Experience with Trauma Surgery
Author: Larry H. Bernstein, MD, FCAP
In 1987, I went on vacation to Bermuda with my wife and two children. It was a beautiful place, and the weather and the ocean were wonderful to experience. One could travel by bus, which was very safe, which I preferred. My older daughter wanted to use a moped, which we allowed on the condition that she first be trained. On the last day, she went to return the moped, but the station was out for lunch. I was a photograper and wanted to photograph the white bird of Burmuda. I put my camera in the rear, but as I left the station my moped was hit by an oncoming moped that I failed to see, unaccustomed to the British style driving. An ambulance arrived within a few minutes as I lay on the ground. My wife sent the kids home and made arrangements for my secretary to look after them. I was impressed with the surgeon when I arrived at the hospital. He wheeled me to the bed I was to stay in. I had two blood transfusions. He took me to the operating room, but I don’t recall any details. He had a McGill University resident who later wrote a thesis about the experience. I was pretty knocked out, but there was another patient in the room who had fallen down his steps. He was a WWII RAF veteran who had bombed the Germans. He told me the stories about his experience. We contacted the burn surgeon, Walter Pleban, who arranged to have me flown to Bridgeport, CT, and he arranged for the best orthopedic surgeons to admit me on arrival. In my flight there was another patient who was dying of endstage HIV AIDS.

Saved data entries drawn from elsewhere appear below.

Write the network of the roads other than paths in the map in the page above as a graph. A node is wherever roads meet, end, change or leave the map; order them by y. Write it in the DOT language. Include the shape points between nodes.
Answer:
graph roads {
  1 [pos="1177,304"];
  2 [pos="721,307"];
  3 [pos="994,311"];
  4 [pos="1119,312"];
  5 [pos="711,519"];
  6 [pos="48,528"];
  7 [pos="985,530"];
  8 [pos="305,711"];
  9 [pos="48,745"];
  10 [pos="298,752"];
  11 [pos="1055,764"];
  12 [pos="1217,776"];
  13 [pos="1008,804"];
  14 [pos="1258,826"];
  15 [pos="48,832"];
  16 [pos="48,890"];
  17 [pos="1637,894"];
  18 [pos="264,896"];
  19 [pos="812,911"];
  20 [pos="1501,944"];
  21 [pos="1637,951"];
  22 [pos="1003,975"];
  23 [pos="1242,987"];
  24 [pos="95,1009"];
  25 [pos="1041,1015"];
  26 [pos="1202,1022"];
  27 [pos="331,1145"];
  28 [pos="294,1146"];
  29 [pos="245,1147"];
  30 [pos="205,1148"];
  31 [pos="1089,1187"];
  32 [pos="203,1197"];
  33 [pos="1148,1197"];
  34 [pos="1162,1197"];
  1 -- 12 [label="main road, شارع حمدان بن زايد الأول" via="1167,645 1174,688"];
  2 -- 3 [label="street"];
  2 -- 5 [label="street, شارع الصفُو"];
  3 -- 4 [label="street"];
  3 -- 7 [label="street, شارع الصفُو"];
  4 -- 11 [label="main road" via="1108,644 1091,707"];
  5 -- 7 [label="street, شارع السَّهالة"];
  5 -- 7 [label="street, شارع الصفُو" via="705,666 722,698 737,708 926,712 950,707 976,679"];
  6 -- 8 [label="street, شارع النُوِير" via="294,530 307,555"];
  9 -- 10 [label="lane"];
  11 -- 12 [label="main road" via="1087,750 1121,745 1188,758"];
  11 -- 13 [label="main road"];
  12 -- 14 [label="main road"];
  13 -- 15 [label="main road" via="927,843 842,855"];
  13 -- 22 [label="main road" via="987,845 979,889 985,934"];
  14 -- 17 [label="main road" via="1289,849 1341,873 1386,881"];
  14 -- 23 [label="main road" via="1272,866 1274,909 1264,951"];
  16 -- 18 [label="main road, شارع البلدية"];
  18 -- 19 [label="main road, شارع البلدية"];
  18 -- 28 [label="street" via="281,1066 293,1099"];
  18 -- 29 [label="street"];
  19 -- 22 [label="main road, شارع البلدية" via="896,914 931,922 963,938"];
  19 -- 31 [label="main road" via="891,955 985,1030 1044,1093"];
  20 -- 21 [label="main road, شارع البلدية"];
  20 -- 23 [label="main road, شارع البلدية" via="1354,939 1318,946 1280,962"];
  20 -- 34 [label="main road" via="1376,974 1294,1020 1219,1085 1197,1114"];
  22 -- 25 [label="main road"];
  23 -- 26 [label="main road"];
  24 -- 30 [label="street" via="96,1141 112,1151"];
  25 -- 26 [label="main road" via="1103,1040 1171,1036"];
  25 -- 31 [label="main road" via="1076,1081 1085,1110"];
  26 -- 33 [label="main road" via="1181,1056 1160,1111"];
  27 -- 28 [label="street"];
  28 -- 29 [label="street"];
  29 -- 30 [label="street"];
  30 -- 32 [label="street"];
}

Herbert Hermele observed how serious this was because there were three fractures of the right tibia. The good news was that there was no need to amputate because I had the nervous innervation, but I lost a popliteal artery. I was admitted, and at first there was only a small room. The nurse was a very competent young woman of Portuguese descent. She was able to move me as needed. I was moved when a better room became available. It was very good when the night shift nurse came in because I was able to talk to her with some attachment. The Vice President had me provided with good meals, as I was the director of blood bank and chemistry. I also had visits by my supervisors and other staff.
It was not an easy time, but I was privileged because of my standing with the medical and laboratory staff. I had a longer stay than usual because I had an infection with two gram negative resistant strains of bacteria –serratia marcesans and Enterobacter. I was put on a gram negative penicillin and the next morning I felt dizzy. When Dr. Pleban came to see me I told him that I was having a penicillin reaction because I was aware that my twin sister was allergic to penicillin. As a result, the prescription was changed and it was an improved situation. I underwent 10 operative procedures in some weeks. Dr. Hermeles partner put an antibiotic plug into the wound and it healed. It was only after the infection cleared that a superb reconstructive surgeon was called in and he made skin grafts to close the wound after he disconnected a tendon and pulled muscle over the wound. I also had a call from IJ Good, University Professor of Statistics at Virginia Polytech, who had completed writing a program to analyze data that I had provided him 2 years earlier – of MB isoenzyme CK at 6 hours and 12 hours later for diagnosis of heart attack. We published the work in the prestigious journal, Clinical Chemistry and the President of the College of American Pathologists took note of the paper. I was finally sent home, without needing excess stay to the hospital environment. I had physical therapy at home, and my bed was made on the first floor. When I returned to work my infection site oozed, so I went to the Chief of Infectious Disease. He prescribed a new quinolone antibiotic that could be taken orally. The infection subsided and it has never returned.
My sister came from San Diego, California and she brought me a recording she made for imaging to heal. It went on that I was climbing a step to the heavens and getting better and better. She also emphases laughing.
I can only look back and recall how fortunate I was to have the attention and kindness at that time. It was in excess of what many patients experience. I do recall that the Hungarian-Cuban music teacher my daughter had had thousands of musical pieces and thousands of stories so that she was one of the most entertaining patients ever admitted to Bridgeport Hospital.